拙ブログの前回記事では、米国のPew Research Centerの調査で、「主としてソーシャルメディアからニュースを得ている人は、世の中のことに関心が薄く、知識も少ない」という事実を紹介しました。
プリント(新聞)が主なニュースソースだとする人たちは、概ね、その反対で、今、流行の”陰謀論”などに最も惑わされない存在なのは心強いことですが、如何せん、ソーシャルメディア派18%に対して新聞派が3%なのは残念、とも記しました。
その後、たまたま、今度は英国での調査で、この国でもソーシャルメディアがメインのニュースソースだとする人が相当数いることや、紙の新聞をお金を払って購読していても、新聞がメインのニュースソースだとする人が限られている、という、これまた別の意味で残念な結果を知りました。
これはPressGazetteが報じたものですが、興味を惹かれて元データを探して見ました。著名な調査会社YouGovが「新聞購読者の心のうち」と題して公表したものです。
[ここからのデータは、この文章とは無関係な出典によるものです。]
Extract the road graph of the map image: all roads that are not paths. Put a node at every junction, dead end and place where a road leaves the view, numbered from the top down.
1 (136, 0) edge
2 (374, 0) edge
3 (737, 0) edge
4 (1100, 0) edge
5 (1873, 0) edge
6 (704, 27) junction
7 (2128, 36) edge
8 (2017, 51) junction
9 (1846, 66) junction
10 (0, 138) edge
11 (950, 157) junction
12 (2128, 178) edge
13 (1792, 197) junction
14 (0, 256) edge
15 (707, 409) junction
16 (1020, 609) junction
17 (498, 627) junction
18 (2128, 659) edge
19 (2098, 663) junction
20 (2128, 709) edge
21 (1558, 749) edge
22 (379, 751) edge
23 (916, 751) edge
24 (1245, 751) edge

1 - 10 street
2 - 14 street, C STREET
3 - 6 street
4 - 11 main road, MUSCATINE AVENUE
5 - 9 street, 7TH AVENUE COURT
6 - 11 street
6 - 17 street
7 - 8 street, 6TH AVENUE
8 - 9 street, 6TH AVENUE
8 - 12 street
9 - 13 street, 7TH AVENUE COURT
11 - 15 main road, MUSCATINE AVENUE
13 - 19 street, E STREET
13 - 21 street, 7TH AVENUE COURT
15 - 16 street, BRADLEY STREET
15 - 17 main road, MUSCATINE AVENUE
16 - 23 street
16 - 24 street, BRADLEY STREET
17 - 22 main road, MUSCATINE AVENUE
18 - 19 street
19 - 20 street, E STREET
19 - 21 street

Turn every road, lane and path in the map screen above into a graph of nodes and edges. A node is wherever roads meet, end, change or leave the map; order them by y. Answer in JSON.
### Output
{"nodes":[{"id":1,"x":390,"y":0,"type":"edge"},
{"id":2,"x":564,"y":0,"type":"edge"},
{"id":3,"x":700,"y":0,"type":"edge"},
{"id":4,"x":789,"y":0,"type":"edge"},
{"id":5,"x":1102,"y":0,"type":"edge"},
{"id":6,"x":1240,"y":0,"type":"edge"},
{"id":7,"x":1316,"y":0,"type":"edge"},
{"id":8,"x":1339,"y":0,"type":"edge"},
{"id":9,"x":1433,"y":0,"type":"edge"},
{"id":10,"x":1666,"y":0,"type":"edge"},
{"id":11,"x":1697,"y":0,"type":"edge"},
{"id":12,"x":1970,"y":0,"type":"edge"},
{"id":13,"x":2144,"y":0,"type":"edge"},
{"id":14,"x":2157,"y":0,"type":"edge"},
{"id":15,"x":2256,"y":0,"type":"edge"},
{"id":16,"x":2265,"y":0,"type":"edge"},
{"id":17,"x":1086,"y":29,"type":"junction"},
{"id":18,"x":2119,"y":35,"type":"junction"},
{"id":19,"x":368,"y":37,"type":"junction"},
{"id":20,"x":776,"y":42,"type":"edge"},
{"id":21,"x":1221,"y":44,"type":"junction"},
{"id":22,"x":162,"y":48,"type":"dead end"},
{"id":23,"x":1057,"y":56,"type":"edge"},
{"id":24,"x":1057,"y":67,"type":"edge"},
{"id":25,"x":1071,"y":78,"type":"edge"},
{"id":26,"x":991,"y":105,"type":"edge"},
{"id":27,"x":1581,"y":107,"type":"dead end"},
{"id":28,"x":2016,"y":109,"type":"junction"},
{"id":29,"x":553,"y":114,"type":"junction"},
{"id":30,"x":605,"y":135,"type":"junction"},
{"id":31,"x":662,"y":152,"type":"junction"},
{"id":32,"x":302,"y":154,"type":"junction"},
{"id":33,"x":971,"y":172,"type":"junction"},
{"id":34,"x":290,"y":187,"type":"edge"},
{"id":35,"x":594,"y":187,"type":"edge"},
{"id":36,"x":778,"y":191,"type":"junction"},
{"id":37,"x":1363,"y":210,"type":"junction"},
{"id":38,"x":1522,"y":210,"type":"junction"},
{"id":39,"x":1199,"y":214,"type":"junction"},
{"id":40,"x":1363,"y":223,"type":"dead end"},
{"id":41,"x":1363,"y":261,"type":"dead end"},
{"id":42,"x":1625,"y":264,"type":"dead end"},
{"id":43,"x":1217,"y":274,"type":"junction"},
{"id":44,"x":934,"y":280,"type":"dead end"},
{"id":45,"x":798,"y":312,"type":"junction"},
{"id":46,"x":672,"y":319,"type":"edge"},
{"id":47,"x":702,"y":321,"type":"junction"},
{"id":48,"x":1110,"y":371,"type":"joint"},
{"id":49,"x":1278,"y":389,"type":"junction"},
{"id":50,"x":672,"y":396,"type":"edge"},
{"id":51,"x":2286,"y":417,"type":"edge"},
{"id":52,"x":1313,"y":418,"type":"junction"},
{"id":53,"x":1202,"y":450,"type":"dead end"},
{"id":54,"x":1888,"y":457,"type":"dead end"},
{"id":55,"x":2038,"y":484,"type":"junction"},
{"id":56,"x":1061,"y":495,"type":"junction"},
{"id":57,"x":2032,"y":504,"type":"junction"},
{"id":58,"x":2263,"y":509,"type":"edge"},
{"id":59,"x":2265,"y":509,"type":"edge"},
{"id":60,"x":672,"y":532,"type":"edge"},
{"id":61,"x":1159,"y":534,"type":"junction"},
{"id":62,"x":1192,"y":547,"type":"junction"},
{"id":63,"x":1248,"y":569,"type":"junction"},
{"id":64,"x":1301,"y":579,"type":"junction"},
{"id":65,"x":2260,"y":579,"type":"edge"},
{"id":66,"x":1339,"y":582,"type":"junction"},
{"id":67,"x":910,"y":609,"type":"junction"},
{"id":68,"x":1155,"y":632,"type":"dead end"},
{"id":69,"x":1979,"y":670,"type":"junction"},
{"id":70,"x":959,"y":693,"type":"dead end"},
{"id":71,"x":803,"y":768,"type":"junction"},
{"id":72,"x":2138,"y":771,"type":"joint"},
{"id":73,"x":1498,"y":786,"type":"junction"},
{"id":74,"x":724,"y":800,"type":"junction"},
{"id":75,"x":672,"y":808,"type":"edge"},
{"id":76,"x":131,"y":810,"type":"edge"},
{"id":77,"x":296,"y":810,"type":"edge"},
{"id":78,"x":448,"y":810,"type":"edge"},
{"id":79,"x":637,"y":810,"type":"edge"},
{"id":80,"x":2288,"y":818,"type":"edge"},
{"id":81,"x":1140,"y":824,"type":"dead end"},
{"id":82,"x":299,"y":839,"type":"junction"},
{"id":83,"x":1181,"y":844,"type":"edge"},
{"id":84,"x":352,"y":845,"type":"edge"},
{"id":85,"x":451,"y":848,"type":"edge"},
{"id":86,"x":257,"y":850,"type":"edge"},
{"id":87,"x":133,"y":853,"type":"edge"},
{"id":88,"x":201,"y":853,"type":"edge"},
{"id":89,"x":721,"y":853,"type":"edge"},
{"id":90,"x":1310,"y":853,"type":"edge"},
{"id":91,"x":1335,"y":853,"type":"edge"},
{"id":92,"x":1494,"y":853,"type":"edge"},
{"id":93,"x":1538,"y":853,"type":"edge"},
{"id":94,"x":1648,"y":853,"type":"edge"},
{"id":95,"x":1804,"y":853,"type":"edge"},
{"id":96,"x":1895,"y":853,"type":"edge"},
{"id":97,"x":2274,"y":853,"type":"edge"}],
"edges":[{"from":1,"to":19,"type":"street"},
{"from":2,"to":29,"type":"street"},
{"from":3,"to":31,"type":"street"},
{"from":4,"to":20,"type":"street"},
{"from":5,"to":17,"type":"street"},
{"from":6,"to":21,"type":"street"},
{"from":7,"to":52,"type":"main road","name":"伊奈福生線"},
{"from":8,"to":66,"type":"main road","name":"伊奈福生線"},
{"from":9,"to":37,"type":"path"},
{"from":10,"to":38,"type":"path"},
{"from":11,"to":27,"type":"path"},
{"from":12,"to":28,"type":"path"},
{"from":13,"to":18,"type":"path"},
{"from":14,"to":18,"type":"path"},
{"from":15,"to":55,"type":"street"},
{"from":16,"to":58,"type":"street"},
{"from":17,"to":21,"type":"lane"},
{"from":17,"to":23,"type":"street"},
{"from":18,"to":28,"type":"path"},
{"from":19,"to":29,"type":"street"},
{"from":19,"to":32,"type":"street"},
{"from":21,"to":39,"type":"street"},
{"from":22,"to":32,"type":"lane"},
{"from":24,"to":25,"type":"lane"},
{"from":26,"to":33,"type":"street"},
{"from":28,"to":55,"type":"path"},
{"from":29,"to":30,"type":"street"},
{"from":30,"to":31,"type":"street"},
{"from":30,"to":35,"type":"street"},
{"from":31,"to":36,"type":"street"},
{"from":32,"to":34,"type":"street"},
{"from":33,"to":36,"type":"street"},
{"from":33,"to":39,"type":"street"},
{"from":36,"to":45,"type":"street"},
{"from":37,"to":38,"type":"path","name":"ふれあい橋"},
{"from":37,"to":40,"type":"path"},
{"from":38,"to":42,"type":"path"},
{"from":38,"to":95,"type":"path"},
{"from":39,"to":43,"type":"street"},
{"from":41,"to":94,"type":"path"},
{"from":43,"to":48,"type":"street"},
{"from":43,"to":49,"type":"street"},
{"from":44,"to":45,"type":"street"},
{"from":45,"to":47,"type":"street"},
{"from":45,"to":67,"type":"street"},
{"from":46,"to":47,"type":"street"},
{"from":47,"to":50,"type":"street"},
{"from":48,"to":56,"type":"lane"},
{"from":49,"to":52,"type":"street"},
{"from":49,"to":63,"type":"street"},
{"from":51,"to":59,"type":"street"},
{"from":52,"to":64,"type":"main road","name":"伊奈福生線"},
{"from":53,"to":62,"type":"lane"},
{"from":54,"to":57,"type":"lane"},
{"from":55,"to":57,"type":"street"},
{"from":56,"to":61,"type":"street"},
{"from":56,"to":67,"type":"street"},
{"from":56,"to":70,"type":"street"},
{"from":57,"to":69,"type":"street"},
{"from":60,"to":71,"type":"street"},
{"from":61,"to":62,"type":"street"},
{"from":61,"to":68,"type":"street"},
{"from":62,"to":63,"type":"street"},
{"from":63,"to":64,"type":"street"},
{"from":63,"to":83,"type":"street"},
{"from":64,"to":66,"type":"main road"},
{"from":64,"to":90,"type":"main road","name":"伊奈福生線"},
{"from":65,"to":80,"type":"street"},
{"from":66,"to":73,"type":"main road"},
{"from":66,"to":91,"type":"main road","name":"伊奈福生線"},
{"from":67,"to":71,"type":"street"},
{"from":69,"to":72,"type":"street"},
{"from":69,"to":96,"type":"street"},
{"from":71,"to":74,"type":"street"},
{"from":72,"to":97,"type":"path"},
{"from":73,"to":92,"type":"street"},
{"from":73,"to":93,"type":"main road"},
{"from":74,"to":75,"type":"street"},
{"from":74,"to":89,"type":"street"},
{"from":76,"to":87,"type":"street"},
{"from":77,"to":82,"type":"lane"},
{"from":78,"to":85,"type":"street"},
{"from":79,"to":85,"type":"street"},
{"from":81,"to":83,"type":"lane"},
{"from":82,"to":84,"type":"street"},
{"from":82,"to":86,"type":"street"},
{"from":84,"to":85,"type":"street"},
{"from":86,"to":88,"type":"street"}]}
それによると、新聞購読者であるにもかかわらず、「紙の新聞がメインのニュースソース」だとする人は17%に止まりました。
最も多かったのはテレビで20%、以下、ニュースアプリ、新聞社のニュースサイトと続き、ソーシャルメディアも10%でした。
紫が新聞購読者で、ピンクが非購読者です。新聞の非購読者との比較では、テレビがメインだとする人は10%少ないものの、ニュースアプリ、新聞社サイト、ソーシャルメディアでは、それほど差異はありません。
と言って、有料購読者と非購読者の態度に違いがないということではありません。YouGovのプロファイル分析で、とても興味深い結果が出ました。
紙の購読者(紫)」はオンライン版にも41%もが支払っていて、一つの新聞を贔屓にして新聞を変えない人が50%のほか、書籍についても、「みんなが読む前に新刊本を読みたい」が31%、「新刊本を常に把握しておきたい」が47%と、新聞にお金を出さない人(ピンク)とは明らかな違いがあったのです。
新聞派は活字好きで読書好きということでもあるってことでしょうね。そこで、先の「新聞を購読していても新聞がメインのニュースソースなのは17%」を振り返ると、一つのメディアを盲信せず、いろんなメディアに目を配るリテラシーの高さの反映だったかもしれません。それはそれで心強いことです。
しかし、Pewの調査でもそうでしたが、新聞派は高齢者に偏っているのです。YouGovの調査でも、新聞購読者の50%は55歳以上で、25歳未満はたったの12%しかいません。
PressGazetteの記事は、ロイタージャーナリズム研究所が今年1月に公表したレポートで、筆者の1人が「儲かる紙の商品は、彼らの読者とともに死ぬ」と書いたと紹介していました。
その「2020年 ジャーナリズム、メディア、テクノロジーのトレンドと予測」にあたってみました、その26ページ目にありました。大意はこんな感じ。
「大きくて儲かるマスメディアビジネスが、オーディエンスの高齢化と縮小と共に衰退しつつあることはしばらく前から明らかだった。収益性の高い紙の製品は、彼らの読者と共に死滅する」
そしてこうも。
「縮小する業界は死滅する業界と同じではない。将来のデジタルニュースビジネスが、困難で競争的な環境で発展しつつある兆候を見逃すな」
思えば、「経済紙以外、デジタル版の有料化は無理」とされていた時代に、敢然と有料化に踏み切ったNew York Times、9年目にしてデジタルの収入が紙の収入を上回ったというニュースはつい先日のことでした。